== Exercise data

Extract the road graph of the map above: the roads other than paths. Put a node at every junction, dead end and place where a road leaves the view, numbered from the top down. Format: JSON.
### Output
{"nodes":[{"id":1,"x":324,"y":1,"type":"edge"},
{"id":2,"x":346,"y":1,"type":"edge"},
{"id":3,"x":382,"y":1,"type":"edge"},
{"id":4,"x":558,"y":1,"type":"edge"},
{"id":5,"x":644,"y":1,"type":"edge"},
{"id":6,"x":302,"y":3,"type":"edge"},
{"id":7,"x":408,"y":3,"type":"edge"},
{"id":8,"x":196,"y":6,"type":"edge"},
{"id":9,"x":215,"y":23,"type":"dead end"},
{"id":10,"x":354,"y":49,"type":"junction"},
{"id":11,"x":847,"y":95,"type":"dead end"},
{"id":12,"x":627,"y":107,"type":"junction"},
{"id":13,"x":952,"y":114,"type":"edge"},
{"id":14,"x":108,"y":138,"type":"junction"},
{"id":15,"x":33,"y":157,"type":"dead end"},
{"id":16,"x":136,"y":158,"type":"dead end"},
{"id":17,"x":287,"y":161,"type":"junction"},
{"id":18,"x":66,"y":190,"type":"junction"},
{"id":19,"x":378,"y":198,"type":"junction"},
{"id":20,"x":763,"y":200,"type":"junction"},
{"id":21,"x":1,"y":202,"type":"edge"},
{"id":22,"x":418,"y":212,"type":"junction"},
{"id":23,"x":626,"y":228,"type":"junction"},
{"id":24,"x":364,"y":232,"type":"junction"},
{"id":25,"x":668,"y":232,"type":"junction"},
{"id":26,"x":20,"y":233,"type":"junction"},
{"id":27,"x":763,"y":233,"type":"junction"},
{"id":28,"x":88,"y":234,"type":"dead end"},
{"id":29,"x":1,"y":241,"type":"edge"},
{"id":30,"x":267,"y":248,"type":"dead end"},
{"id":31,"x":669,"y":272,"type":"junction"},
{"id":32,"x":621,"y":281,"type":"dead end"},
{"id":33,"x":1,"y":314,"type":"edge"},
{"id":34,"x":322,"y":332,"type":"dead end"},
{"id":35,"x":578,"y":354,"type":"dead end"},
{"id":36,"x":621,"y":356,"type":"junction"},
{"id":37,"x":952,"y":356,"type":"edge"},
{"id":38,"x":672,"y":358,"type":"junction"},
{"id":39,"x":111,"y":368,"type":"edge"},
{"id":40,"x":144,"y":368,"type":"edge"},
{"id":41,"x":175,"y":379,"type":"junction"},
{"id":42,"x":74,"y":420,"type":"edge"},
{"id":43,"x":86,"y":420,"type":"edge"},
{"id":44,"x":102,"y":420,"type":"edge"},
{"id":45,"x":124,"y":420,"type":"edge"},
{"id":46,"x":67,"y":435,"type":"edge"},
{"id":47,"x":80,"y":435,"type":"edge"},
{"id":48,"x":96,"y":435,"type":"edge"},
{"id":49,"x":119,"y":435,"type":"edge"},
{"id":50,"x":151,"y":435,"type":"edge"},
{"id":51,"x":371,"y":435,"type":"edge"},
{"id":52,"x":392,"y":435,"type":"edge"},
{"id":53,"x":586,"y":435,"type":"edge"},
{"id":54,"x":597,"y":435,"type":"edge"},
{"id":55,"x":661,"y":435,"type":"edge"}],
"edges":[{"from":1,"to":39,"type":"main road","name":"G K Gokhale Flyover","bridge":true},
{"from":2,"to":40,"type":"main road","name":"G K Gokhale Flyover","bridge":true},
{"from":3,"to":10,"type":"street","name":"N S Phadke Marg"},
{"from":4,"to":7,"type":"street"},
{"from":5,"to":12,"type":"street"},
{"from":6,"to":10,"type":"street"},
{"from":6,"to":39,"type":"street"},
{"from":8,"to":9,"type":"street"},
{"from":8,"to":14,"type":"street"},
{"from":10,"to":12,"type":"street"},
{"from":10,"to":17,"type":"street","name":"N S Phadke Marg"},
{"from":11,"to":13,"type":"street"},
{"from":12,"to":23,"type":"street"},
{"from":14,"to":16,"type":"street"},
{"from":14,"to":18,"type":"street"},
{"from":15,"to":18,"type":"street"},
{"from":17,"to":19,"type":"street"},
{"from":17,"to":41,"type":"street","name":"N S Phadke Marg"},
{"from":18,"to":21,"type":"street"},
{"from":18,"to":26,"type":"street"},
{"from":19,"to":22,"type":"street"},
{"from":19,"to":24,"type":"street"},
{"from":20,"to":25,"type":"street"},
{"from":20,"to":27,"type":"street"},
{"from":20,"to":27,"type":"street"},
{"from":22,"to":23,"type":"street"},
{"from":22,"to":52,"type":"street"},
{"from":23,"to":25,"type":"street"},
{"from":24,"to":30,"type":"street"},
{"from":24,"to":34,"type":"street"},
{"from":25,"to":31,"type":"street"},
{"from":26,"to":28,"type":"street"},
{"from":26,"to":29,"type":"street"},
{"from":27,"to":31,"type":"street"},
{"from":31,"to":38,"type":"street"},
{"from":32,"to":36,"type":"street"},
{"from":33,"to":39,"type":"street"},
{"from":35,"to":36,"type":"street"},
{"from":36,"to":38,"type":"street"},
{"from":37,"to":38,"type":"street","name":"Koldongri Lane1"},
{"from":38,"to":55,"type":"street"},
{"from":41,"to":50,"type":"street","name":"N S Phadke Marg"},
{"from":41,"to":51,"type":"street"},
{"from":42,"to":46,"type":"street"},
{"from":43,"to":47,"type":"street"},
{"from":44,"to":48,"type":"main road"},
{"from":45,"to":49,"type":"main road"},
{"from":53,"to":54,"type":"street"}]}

====

What you will do: Checking the data above line by line, please work out how many lines include "Gokhale", and reply with the number only.

Response for this exercise: 2